For some time now, the Novell-sponsored Mono Project has brought .NET to non-Microsoft platforms. Unfortunately, Mono has been quite far behind the .NET Framework and CLR. This all changes with the release of Mono 2.0.
Three days before the October 6, 2008 release of Mono 2.0, I had the chance to speak with Miguel de Icaza, VP of Development Platforms and a founder of Mono, and Joseph Hill, Product Manager at Novell.
Mono 2.0 is API complete in regards to .NET 2.0; this means that Windows Forms applications and ASP.NET applications will both work within it. Additionally, many of the new features in .NET 3.5, including C# 3.0 and .NET Language-Integrated Query (LINQ), are included. Miguel told me that implementing C# 3.0 was both fun and challenging and that getting the lexical closures right was “probably one of the hardest parts to implement” (which is not surprising at all). However, the big frameworks from .NET 3.0, such as Windows Presentation Foundation (WPF) and Windows Communication Foundation (WCF), are not included. There is an implementation of the Parallel Extensions Library. Because Microsoft’s currently in CTP, Novell is not shipping its version with Mono 2.0, although it is available for download. And because Microsoft open sourced the DLR, IronPython and IronRuby will both work under Mono.
In terms of using code in Mono, no recompile is needed, although there is a C# compiler included. Because compiled .NET assemblies are in Microsoft Intermediate Language (MSIL), Mono acts as an MSIL interpreter like the .NET CLR. For Web applications, the Mono Project has produced both an Apache plug-in and a FastCGI binding to allow it to hook into your Web/application server. Mono works on a huge number of platforms, including Linux, Solaris (including SPARC platforms), Mac OS X, Windows, the Nintendo Wii (yes, you read that right), and BSD. In the case of BSD, you will need third-party patches to make it work; for all other platforms, Mono will work right out of the box and be running your .NET code. A recent version of Linux is needed (about three – four years old at most), since it uses some newer kernel features. On the Mac OS X platform, it includes Cocoa# for building native OS X applications in .NET. They also offer a pre-made VMware virtual machine with SuSE Linux and Mono installed for free.

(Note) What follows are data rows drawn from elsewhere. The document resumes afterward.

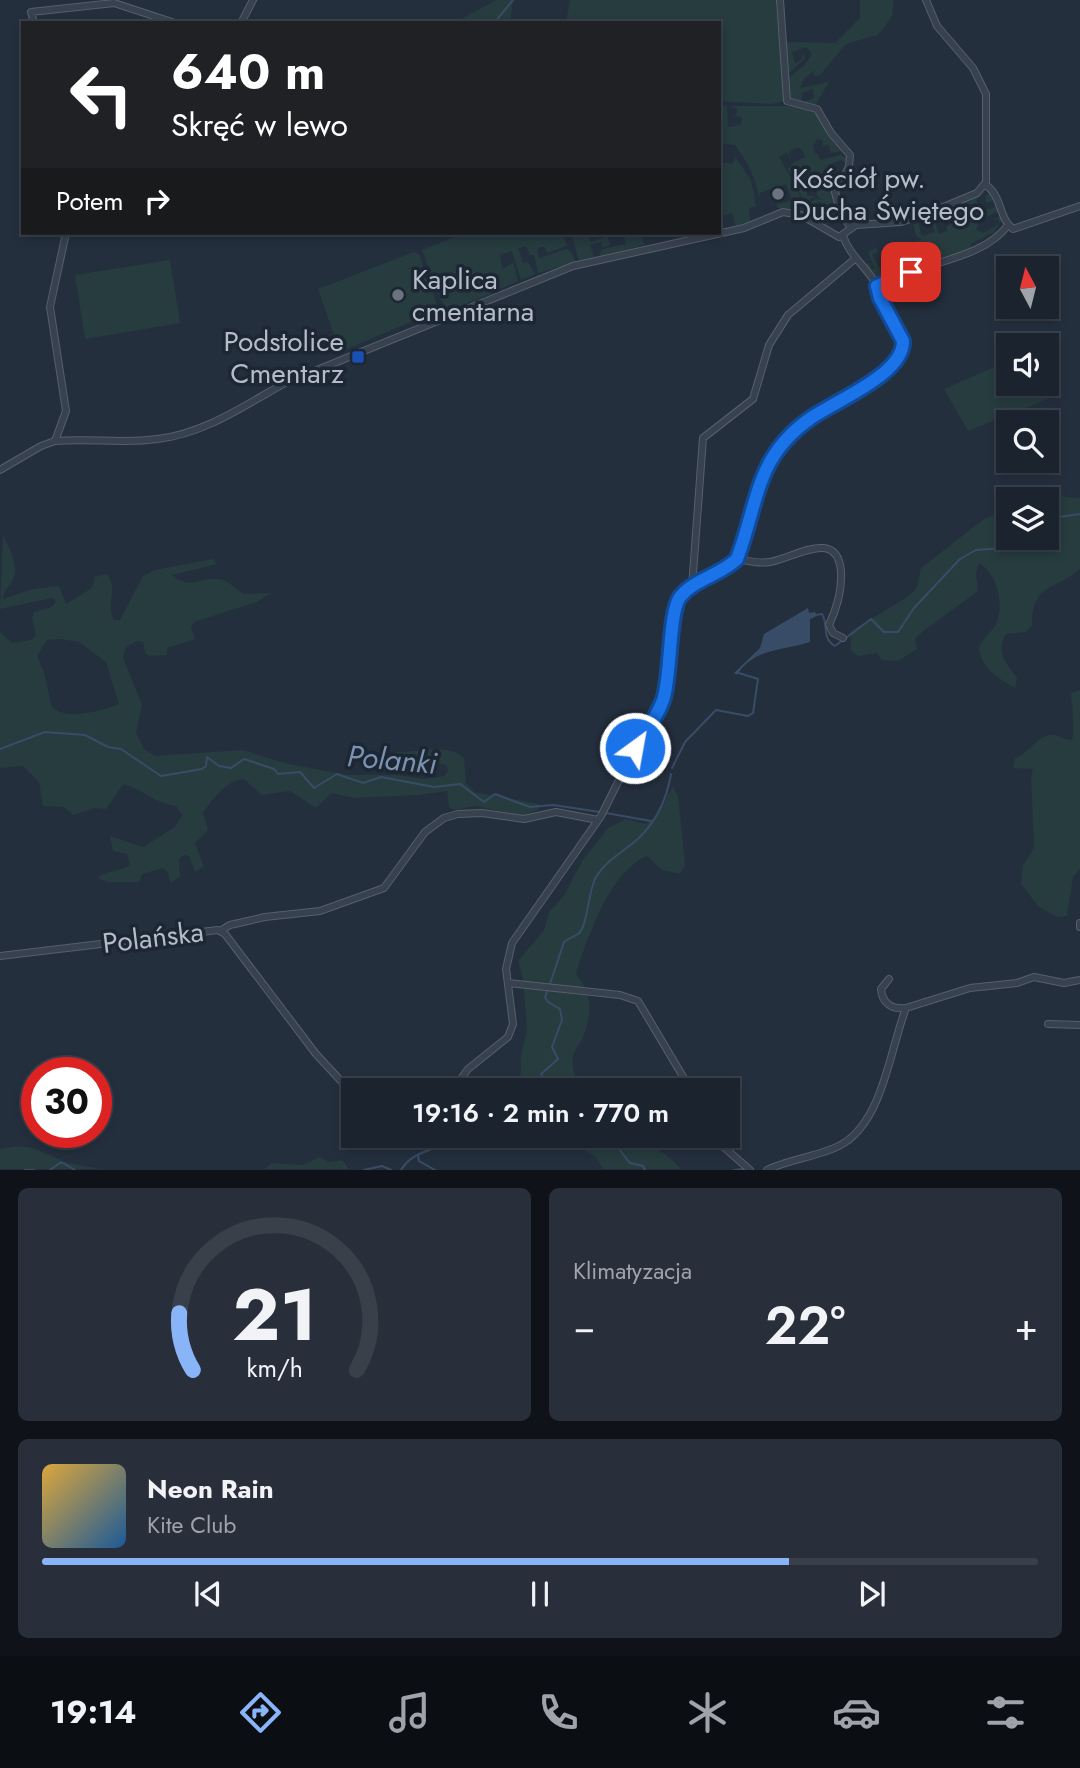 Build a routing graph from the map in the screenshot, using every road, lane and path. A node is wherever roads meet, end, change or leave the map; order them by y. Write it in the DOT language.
graph roads {
  1 [pos="253,0"];
  2 [pos="780,0"];
  3 [pos="926,0"];
  4 [pos="33,21"];
  5 [pos="169,21"];
  6 [pos="242,21"];
  7 [pos="986,185"];
  8 [pos="1080,206"];
  9 [pos="1008,225"];
  10 [pos="850,228"];
  11 [pos="721,233"];
  12 [pos="65,235"];
  13 [pos="712,235"];
  14 [pos="842,236"];
  15 [pos="856,258"];
  16 [pos="877,286"];
  17 [pos="55,441"];
  18 [pos="0,470"];
  19 [pos="737,559"];
  20 [pos="692,587"];
  21 [pos="844,638"];
  22 [pos="598,820"];
  23 [pos="220,931"];
  24 [pos="0,956"];
  25 [pos="890,979"];
  26 [pos="1080,980"];
  27 [pos="508,983"];
  28 [pos="906,1008"];
  29 [pos="1048,1024"];
  30 [pos="1080,1025"];
  31 [pos="462,1078"];
  32 [pos="684,1078"];
  33 [pos="341,1081"];
  34 [pos="725,1148"];
  35 [pos="750,1170"];
  36 [pos="767,1170"];
  1 -- 6 [label="street"];
  2 -- 10 [label="street"];
  3 -- 7 [label="street"];
  4 -- 5 [label="street"];
  7 -- 9 [label="street"];
  7 -- 10 [label="street"];
  8 -- 9 [label="street"];
  9 -- 16 [label="street"];
  10 -- 14 [label="street"];
  11 -- 14 [label="street"];
  12 -- 17 [label="street"];
  13 -- 17 [label="street"];
  14 -- 15 [label="street"];
  15 -- 16 [label="street"];
  15 -- 20 [label="street"];
  16 -- 19 [label="street"];
  17 -- 18 [label="street"];
  19 -- 20 [label="street"];
  19 -- 21 [label="street"];
  20 -- 22 [label="street"];
  22 -- 23 [label="street"];
  22 -- 27 [label="street"];
  23 -- 24 [label="street, Polańska"];
  23 -- 33 [label="street, Polańska"];
  25 -- 28 [label="street"];
  26 -- 28 [label="street"];
  27 -- 31 [label="street"];
  27 -- 32 [label="street"];
  28 -- 36 [label="street"];
  29 -- 30 [label="street"];
  34 -- 35 [label="street"];
}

They have also included a Mono migration analysis tool that will let you know if you are making calls that will work differently under Mono. Some .NET calls that access the Windows API mechanisms or low-level system calls will still work just fine, but the developer needs to keep in mind that the support is emulated or imitation — it’s not actually accessing the underlying mechanism. For example, accessing the registry is possible, but Mono creates a file-backed emulation of the registry and can only provide data that your application has stored in it to begin with. Something like trying to enumerate the NICs in the PC from the registry data will fail because those keys simply do not exist. You can also send the tool’s output to Novell to get feedback on it.
From these reports, Miguel guesstimated that 45% of applications work with zero lines of code that need to be changed. About 17% have 1 – 20 statements that need to be changed (this is typically about a week’s worth of effort). Another 20% have 20 – 100 calls to be changed (this is usually around two – four months’ worth of work). The remainders of the applications they see require too many changes to make it practical to put them on Mono. Miguel says that the performance is about 80% of that of the .NET CLR on average. Some statements run faster, some run slower. He also mentioned that Web applications often run faster in Mono than they do under the .NET CLR, because much of Mono’s slowdowns occur in the GUI portion of the system.
For developers who want an alternative to Microsoft Visual Studio, there is Mono Develop. A new version of Mono Develop is slated for release in January 2009; it will deliver improved usability and an enlarged feature set, including support for Visual Studio file formats. This will allow developers on the same team to use both Mono Develop and Visual Studio, with no conversions between the two needed.
Overall, Mono 2.0 sounds really good. In the near future, I will try it out and let you know what I think.
Disclosure of Justin’s industry affiliations: Justin James has a working arrangement with Microsoft to write an article for MSDN Magazine. He also has a contract with Spiceworks to write product buying guides.